Primera Division: szaleństwo na koniec kolejki. CD Leganes zakończyło serię Rayo Vallecano

PAP/EPA / Rodrigo Jimenez / Na zdjęciu: piłkarze CD Leganes
PAP/EPA / Rodrigo Jimenez / Na zdjęciu: piłkarze CD Leganes

Rollercoaster na koniec kolejki. CD Leganes mimo gry w osłabieniu postawiło arcytrudne warunki Rayo Vallecano. Ogórki wygrały 2:1 dzięki bramce zdobytej w końcówce. Sędzia pokazał 11 kartek, w tym jedną czerwoną.

W tym artykule dowiesz się o:

W dziesiątej minucie kibice zaprotestowali wobec władz Primera Division. Nie chcą, żeby mecze odbywały się w piątkowe i poniedziałkowe wieczory. Wtedy najczęściej grają najmniejsze kluby ligi. Fani Rayo Vallecano mogą czuć się szczególnie pokrzywdzeni. Ich drużyna zamykała kolejkę po raz drugi z rzędu. Aby wyrazić swoje niezadowolenie, na kilka minut odwrócili się tyłem do boiska

Na murawie piłkarze urządzili własny protest - przeciwko zasadom gry. Już od pierwszych minut gracze obu drużyn nie przebierali w środkach i popełniali kolejne faule. Arbiter Juan Martinez Munuera nie mógł ich spuścić z oka chociaż na moment. Przed upływem dziesięciu minut gry pokazał żółte kartki dwóm stoperom Rayo.
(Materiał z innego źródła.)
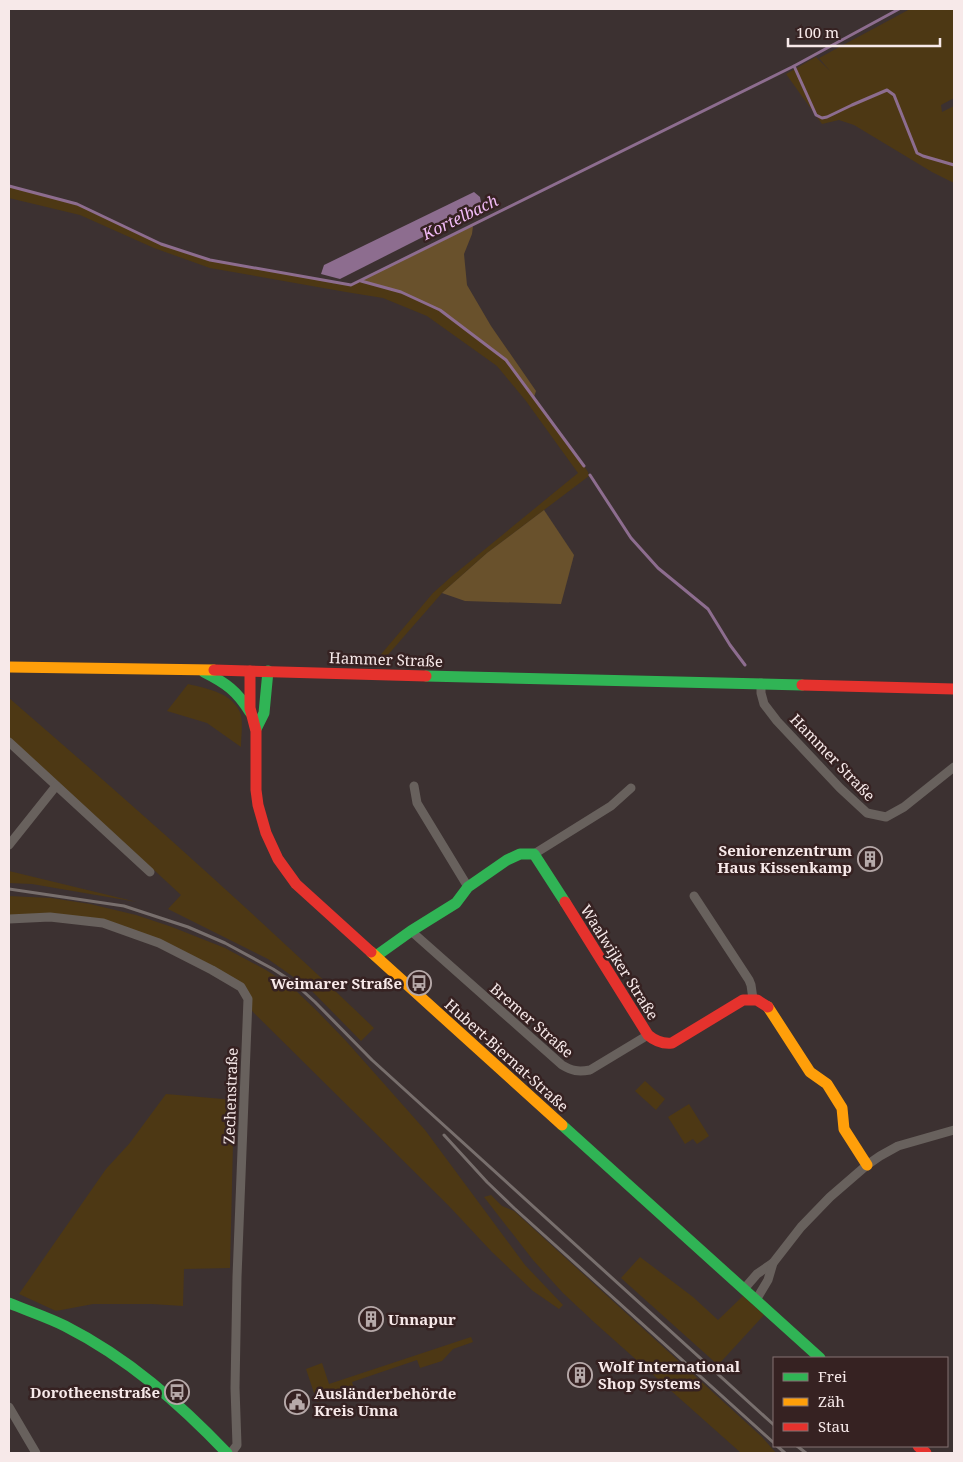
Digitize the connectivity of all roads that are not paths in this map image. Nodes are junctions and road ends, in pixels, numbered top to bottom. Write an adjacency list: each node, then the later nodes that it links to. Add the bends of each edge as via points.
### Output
1 (9, 667): 2 (street, Hammer Straße)
2 (200, 670): 3 (street, Hammer Straße); 7 (street, via 233,688)
3 (250, 670): 4 (street, Hammer Straße); 7 (street, Hubert-Biernat-Straße)
4 (268, 671): 5 (street, Hammer Straße); 8 (street, Hubert-Biernat-Straße, via 264,713)
5 (761, 683): 6 (street, Hammer Straße); 10 (street, Hammer Straße, via 764,704 777,721 867,813 886,817 904,807)
6 (954, 689)
7 (250, 712): 8 (street, Hubert-Biernat-Straße)
8 (256, 729): 21 (street, Hubert-Biernat-Straße, via 258,803 262,825 274,852 296,884)
9 (9, 742): 11 (street)
10 (954, 767)
11 (56, 786): 14 (street); 16 (street)
12 (414, 786): 17 (street, via 417,803)
13 (631, 788): 15 (street, via 611,806)
14 (9, 845)
15 (534, 854): 17 (street, via 520,854 507,860); 23 (street, Waalwijker Straße)
16 (150, 872)
17 (468, 887): 20 (street, via 456,903)
18 (694, 896): 22 (street, via 749,980)
19 (9, 919): 34 (street, Zechenstraße, via 50,917 103,923 159,943 194,961 241,986 248,999 237,1278 237,1445)
20 (411, 931): 21 (street); 23 (street, Bremer Straße, via 571,1071 590,1070)
21 (376, 956): 27 (street, Hubert-Biernat-Straße)
22 (752, 998): 23 (street, Waalwijker Straße, via 743,1000 672,1043 658,1042); 25 (street, via 770,1008 810,1072 827,1084 844,1113 844,1129)
23 (648, 1035)
24 (954, 1130): 25 (street, via 898,1146)
25 (867, 1165): 26 (street, via 833,1193)
26 (773, 1263): 27 (street); 28 (street, via 768,1280)
27 (744, 1289): 28 (street, Hubert-Biernat-Straße)
28 (756, 1300): 30 (street, Hubert-Biernat-Straße)
29 (9, 1303): 33 (street, via 75,1332 134,1368 171,1398)
30 (819, 1357)
31 (9, 1407): 32 (street)
32 (36, 1453)
33 (227, 1453)
34 (231, 1453)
Później Abdoulaye Ba i Jordi Amat musieli trzymać się na baczności.

Leganes wykorzystało rozkojarzenie obrońców i ruszyli na bramkę Stole Dimitriewskiego. Najpierw Recio uderzył z dystansu, a potem mocny sygnał ostrzegawczy wysłał Martin Braithwaite. Duńczyk uderzył głową z kilku metrów po rozegraniu z autu. Macedoński bramkarz popisał się wyśmienitym refleksem i sparował piłkę na słupek. Szans nie miał w 36. minucie przy dośrodkowaniu z rzutu rożnego.

ZOBACZ WIDEO Serie A: Skorupski zatrzymał Inter! Niespodzianka w Mediolanie [ZDJĘCIA ELEVEN SPORTS]

Wtedy Braithwaite znowu dał o sobie znać. Uciekł na wolne pole i stamtąd precyzyjnie uderzył na bramkę. Dimitriewski nie zdążył nawet ruszyć w kierunku piłki. Zostało mu ją tylko wyciągnąć z siatki.

Gospodarze zdołali przebudzić się dopiero po przerwie. Widoczny zaczął być w końcu Raul de Tomas. Najlepszy strzelec Rayo próbował zagrozić uderzeniem głową. Po nim z dystansu swoich sił spróbował Giannelli Imbula. Pichu Cuellar wciąż jednak niepokonany. Ale w 58. minucie nadzieje zawodników z Estadio de Vallecas urosły. Allan Nyom po bandycku potraktował w narożniku boiska Adriana Embarbę. Obrońca spóźnionym zagraniem sprowadził do parteru rywala i został odesłany do szatni.

Losy meczu rozstrzygnęły się w szalonej końcówce. Najpierw zmiennik Alvaro Garcia w końcu zaskoczył Cuellara, dobijając strzał Jose Pozo. Rayo przedwcześnie zaczęło świętowanie. Wraz ze zdobytą bramką uwierzyli, że zdołają przedłużyć swoją passę do sześciu spotkań bez porażki. Nic bardziej mylnego. Po chwili Leganes, mimo że grało w "10", zdołało wrócić na prowadzenie. Znowu po dośrodkowaniu z rzutu rożnego. Braithwaite'a już nie było na boisku, ale w jego roli odnalazł się Youssef En-Nesyri.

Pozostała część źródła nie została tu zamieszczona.